SYNOPSIS : Complexée, solitaire et sarcastique, Nadine, 17 ans, tente de survivre à l’expérience lycéenne. Son monde s’écroule quand elle apprend que sa meilleure et seule amie, Krista, sort avec son grand frère, un garçon parfait qu’elle abhorre. Un texto embarrassant, envoyé sous l’effet de la colère, s’ajoute à la longue liste de déconvenues qui lui pèse sur les épaules. Nadine décide de reprendre sa vie en main. C’est alors qu’elle se rapproche d’Erwin, un camarade de classe… 

Si dans l’imaginaire collectif le Teen Movie est synonyme de médiocrité naïve et un brin abrutissante, c’est très probablement à cause de son concept précis. En se focalisant sur la période trouble et hautement hormonale de l’adolescence, avec ce qu’elle évoque de tournants, de questionnements et d’impulsivité, le genre a alors tendance à se cadenasser avant même de toucher du doigt son propos, cristallisant en son sein des archétypes particulièrement paresseux sur son passage. Et cette tendance à l’efficacité et au mélodrame pompeux (dont Netflix commence à devenir le spécialiste) se fait souvent aux dépens des personnages féminins, habituellement sacrifiés à l’autel des protagonistes masculins et leurs pulsions maladroites, ou vidés de toute substance par une écriture inconséquente qui, au contraire, ne prend jamais aucun risque. Pourtant, le Teen Movie est un sous-genre complexe, riche et hautement permissif, à l’image même de l’adolescence, qui rend ses réussites d’autant plus notables. Du côté des leads féminins, la dernière décennie se montra particulièrement intéressante dans son traitement habile et élégant du genre, avec des petites perles qu’on ne se lasse pas de revoir comme l’intelligent Lady Bird de Greta Gerwig, le génialement détraqué Booksmart d’Olivia Wilde, le touchant et coloré Juno de Jason Reitman, le moins codifié Eighth Grade de Bo Burnham, ou l’excellent et hilarant The Edge of Seventeen de Kelly Fremon Craig, dont c’est également le premier long-métrage.

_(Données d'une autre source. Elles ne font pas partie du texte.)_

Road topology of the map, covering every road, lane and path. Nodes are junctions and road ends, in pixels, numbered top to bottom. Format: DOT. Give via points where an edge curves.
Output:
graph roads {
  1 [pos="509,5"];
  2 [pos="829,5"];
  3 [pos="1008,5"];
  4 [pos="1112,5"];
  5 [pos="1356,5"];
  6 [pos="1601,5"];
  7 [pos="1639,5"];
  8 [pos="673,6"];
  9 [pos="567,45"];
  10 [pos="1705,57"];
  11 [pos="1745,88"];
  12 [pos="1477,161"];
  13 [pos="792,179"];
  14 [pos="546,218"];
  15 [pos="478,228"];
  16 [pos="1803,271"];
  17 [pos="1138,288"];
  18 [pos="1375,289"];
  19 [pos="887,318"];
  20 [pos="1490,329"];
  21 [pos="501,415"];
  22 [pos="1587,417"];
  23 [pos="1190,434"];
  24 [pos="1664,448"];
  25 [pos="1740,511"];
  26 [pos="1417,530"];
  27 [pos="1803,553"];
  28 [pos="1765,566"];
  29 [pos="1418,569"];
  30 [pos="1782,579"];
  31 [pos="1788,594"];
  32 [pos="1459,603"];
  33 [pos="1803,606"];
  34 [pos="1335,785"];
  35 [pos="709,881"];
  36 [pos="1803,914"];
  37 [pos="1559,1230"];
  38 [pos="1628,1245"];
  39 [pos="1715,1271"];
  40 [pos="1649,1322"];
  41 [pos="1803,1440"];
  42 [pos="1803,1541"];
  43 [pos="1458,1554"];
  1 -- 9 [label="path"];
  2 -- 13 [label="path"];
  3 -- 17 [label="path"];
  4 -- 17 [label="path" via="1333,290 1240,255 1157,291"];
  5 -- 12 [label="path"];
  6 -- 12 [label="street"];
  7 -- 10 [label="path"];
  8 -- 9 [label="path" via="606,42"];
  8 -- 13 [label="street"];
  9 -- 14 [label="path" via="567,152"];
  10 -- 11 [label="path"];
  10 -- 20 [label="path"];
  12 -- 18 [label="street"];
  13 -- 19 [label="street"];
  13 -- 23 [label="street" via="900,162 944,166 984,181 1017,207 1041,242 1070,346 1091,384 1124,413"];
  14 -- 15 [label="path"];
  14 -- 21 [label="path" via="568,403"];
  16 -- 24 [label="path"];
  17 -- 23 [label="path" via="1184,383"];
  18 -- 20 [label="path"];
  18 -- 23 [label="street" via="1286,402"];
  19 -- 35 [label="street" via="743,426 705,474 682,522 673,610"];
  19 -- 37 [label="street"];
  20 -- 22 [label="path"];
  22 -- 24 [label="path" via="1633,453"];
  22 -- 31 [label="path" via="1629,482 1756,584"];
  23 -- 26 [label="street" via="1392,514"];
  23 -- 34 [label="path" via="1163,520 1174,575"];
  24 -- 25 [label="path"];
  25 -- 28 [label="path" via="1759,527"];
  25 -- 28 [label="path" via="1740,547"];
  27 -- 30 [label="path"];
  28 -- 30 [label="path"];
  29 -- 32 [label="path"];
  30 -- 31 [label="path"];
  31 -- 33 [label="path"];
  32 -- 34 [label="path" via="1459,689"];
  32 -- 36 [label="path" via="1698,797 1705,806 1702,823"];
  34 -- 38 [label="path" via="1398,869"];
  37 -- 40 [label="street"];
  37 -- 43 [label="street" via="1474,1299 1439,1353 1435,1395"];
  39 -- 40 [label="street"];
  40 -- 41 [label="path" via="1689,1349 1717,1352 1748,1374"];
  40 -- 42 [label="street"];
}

Ce dernier raconte la vie houleuse d’une jeune lycéenne de 17 ans. Nadine est introvertie, sarcastique et asociale, et ne peut compter que sur son unique amie Krista. Elle déteste son frère Darian, dont le physique avantageux et la popularité évidente la rendent folle, là où elle ne s’est vu confier aucun avantage en comparaison. Mais tout ce petit monde s’écroule lorsque Krista et Darian tombent amoureux, et que Nadine s’engage par jalousie, aigreur et immaturité dans une série de décisions impulsives qui la mèneront droit vers un nid à problèmes… The Edge of Seventeen est une proposition qui, de prime abord, évoque les archétypes familiers du coming of age movie, basant le déclenchement de son intrigue sur une « trahison d’amitié « , et sur une paire de romances naissantes dans le malaise et l’inconfort. Dans cette optique, Kelly Fremon Craig écrit le parcours de son héroïne comme un road movie psychologique, le personnage de Nadine voguant au grès des scènes à travers tous les trucs qu’elle déteste par-dessus tout. Hailee Steinfeld, révélée quelques années plus tôt dans le True Grit des Frères Coen, est extraordinaire dans le rôle, jouant avec un second degré et un tempérament hautement radioactif, permettant au film son premier pas vers toutes ses réussites. Nadine est une adolescente intelligente mais complexée, dont l’apparente sagesse cache un tas de stigmates et de drames personnels derrière les apparences. La dynamique de The Edge of Seventeen se construit alors sur ce contraste très précis : Nadine tend à voir le malheur et les injustices partout autour d’elle, interprétant l’intégralité de ses problèmes comme l’acharnement d’une entité supérieure qui voudrait la punir en continu. Par ce prisme, le film constitue avec une grande habileté les affres de l’adolescence et du complexe passage à l’âge adulte, focalisant son point de vue à échelle réduite sur celui d’une jeune fille qui passe son temps à se déprécier en se voyant paradoxalement comme le centre du monde. Cette nature épaisse et improbable donne au long-métrage une essence particulièrement réaliste, conférant à ses personnages des actions, paroles et réflexions dignes d’adolescents encore peu à l’aise avec le monde.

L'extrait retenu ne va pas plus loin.